Wednesday, December 9, 2020

Advent, While We Wait To Be Rescued

I don't write with connection to religion often. It feels hokey more often than not. There are always too many efforts to twist the meaning of old works into new forms that require too big of a send-up.

But this is Advent in the Christian church, and we do anticipate something this year that isn't hokey and not a send-up: Rescue from a pandemic. That is enough of an anticipatory set to make note of.

Word has gone out: The pharmaceuticals have found vaccines. Instead of working together, though--imagine that--they are racing to be first so that people take only their brand. Selfishness would triumph over the common good, but too much is expected and required too soon. The vaccine manufacturers will collide despite themselves.

If you think that competition is superior in these circumstances, make a sideways adjustment into journalism. You know, the fake news. We perpetually run the risk of absorbing new information too quickly in the name of some media source getting it first. Rumors are "confirmed" before being confirmed. They sometimes cause paranoia and avoidance, sometimes excessive reliance. But it's not always the media's fault.

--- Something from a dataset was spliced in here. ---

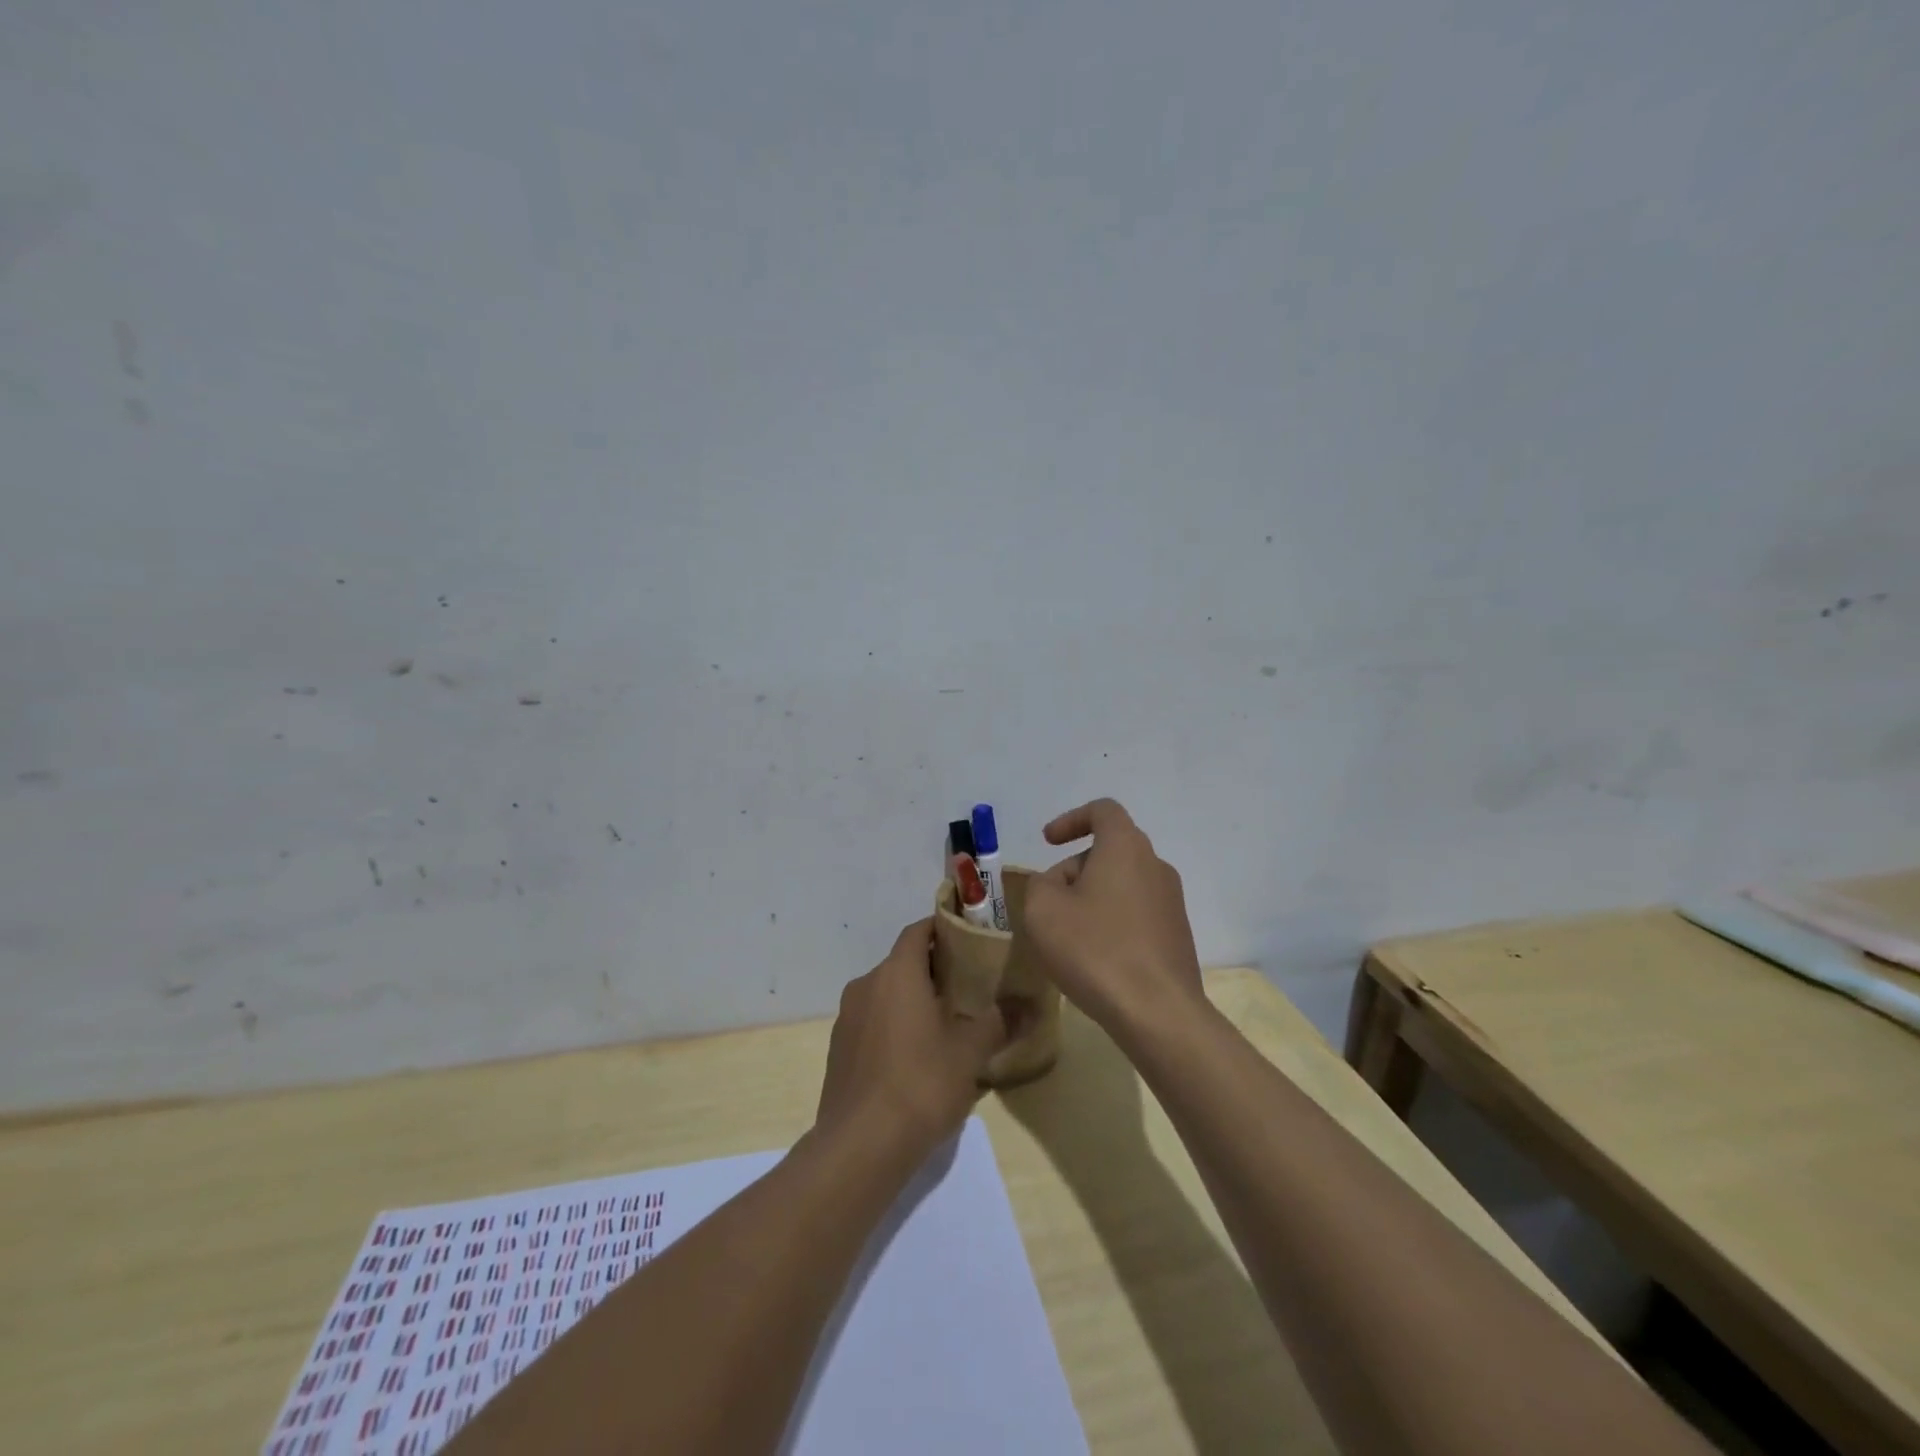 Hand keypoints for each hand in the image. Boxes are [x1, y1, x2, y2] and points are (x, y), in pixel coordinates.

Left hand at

The next time--and there will be a next time; people who are not gathering will again someday soon, and there very recently was one at Mayfair Mall in Milwaukee, probably the number one place in that city for Christmas shopping--there's some kind of shooting not far from you and the shooter hasn't yet been caught, see if you don't react with some trepidation. The police (a.k.a. government authorities) try very, very hard to put a lid on excess information until they have what they think is a sufficiently thorough story to release to the press. In the meantime, everyone trying to file a report is just supposed to stand there and wait, I guess--for days.

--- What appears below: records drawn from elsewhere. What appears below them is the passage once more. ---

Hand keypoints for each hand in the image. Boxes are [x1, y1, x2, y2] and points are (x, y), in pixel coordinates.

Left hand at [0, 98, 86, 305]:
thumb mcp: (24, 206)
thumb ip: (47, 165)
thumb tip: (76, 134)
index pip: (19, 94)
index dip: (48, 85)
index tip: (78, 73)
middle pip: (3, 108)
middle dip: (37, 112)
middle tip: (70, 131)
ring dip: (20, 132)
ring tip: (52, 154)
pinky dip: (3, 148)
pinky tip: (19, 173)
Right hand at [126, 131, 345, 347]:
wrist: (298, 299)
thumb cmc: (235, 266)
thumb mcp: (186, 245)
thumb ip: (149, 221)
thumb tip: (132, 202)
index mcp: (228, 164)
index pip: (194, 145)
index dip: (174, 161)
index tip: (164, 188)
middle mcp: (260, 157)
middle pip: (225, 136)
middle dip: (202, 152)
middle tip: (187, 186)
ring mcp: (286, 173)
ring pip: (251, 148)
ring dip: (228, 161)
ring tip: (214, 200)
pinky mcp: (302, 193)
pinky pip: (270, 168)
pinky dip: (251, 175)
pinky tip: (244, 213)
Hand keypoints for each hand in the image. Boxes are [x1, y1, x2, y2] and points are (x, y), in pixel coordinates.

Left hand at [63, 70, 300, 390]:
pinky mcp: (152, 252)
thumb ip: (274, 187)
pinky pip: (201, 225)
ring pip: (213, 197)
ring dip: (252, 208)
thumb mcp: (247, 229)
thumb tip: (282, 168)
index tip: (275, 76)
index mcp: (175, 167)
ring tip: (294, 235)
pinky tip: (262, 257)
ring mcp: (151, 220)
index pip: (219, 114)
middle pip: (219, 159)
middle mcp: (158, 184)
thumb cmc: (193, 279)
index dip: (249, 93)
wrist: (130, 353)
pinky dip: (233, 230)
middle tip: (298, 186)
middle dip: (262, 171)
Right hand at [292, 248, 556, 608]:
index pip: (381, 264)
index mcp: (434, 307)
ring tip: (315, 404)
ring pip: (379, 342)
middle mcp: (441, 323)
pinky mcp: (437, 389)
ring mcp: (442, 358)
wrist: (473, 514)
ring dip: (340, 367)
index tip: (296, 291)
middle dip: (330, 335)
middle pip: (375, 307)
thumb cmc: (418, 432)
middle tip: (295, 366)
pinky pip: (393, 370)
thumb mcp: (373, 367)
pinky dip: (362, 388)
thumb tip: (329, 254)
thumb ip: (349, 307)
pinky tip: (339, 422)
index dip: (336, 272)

But that never happens. Bits of news emerge, if only because reporters will not, in all likelihood, just stand there. They'll talk to bystanders, they'll try to get pieces of information from the periphery of the investigation. These are interesting stories. They may be merely odd. They may, or may not, be germane to the situation.

Now come back to the vaccine distribution. There will be quirks associated with it. Some of them may discourage people to wander out of doors--like "information" about a shooter. Some of them may discourage vaccination, when that's the last thing we should be doing.

When the vaccine arrives, a serious and sincere effort to get everyone to get the damn shots should get underway. There should be public service announcements. They should sound patriotically cooperative. They should remind people that if they care about their loved ones, they owe it to themselves to overcome whatever hesitations they should have, get the damn shots, and encourage them to do the same.

Dr. Anthony Fauci has said that for vaccines to become effective, even at 90 percent or so, 75 percent of the entire American population will have to have the shots. That's a heavy lift. Salvation will not be sudden. It will be like a fog lifting.

Joe Biden has pledged to require the wearing of masks where he can, in federal buildings and on airplanes. That will help set a tone. But he will have to pound away at the idea that masking is still the number one thing people can do to arrest and slowly bring down the disease. A one-time speech won't do it. He has pledged to get 100 million shots out there in his first 100 days. Good luck with that.

The C.D.C. should also repeat its disavowal of hydroxochloroquine, or injection of bleach, or anything else our stupid, grandstanding, outgoing president has said might work against the virus, because people who are addicted to him are addicted to his misinformation. It should wipe away any pretense that that had anything to do with curing this pestilence. It should begin doing so the morning of January 21, the day after we are finally finished with having to listen to his nonsense. His repudiation should continue.

Meanwhile, we wait. We wait for the truth to, finally, emerge. We wait for science to get back into control. We wait for rescue. It is the season, like Advent. Religion will not save us; only science can do that. But it's also true that faith in science is also faith in what the universe has placed on earth; in fact, how the earth and each of us actually exist. What has been there to destroy us is also there to save us if we want it.

Be well. Be careful. Wear a mask. With some luck, I'll see you down the road.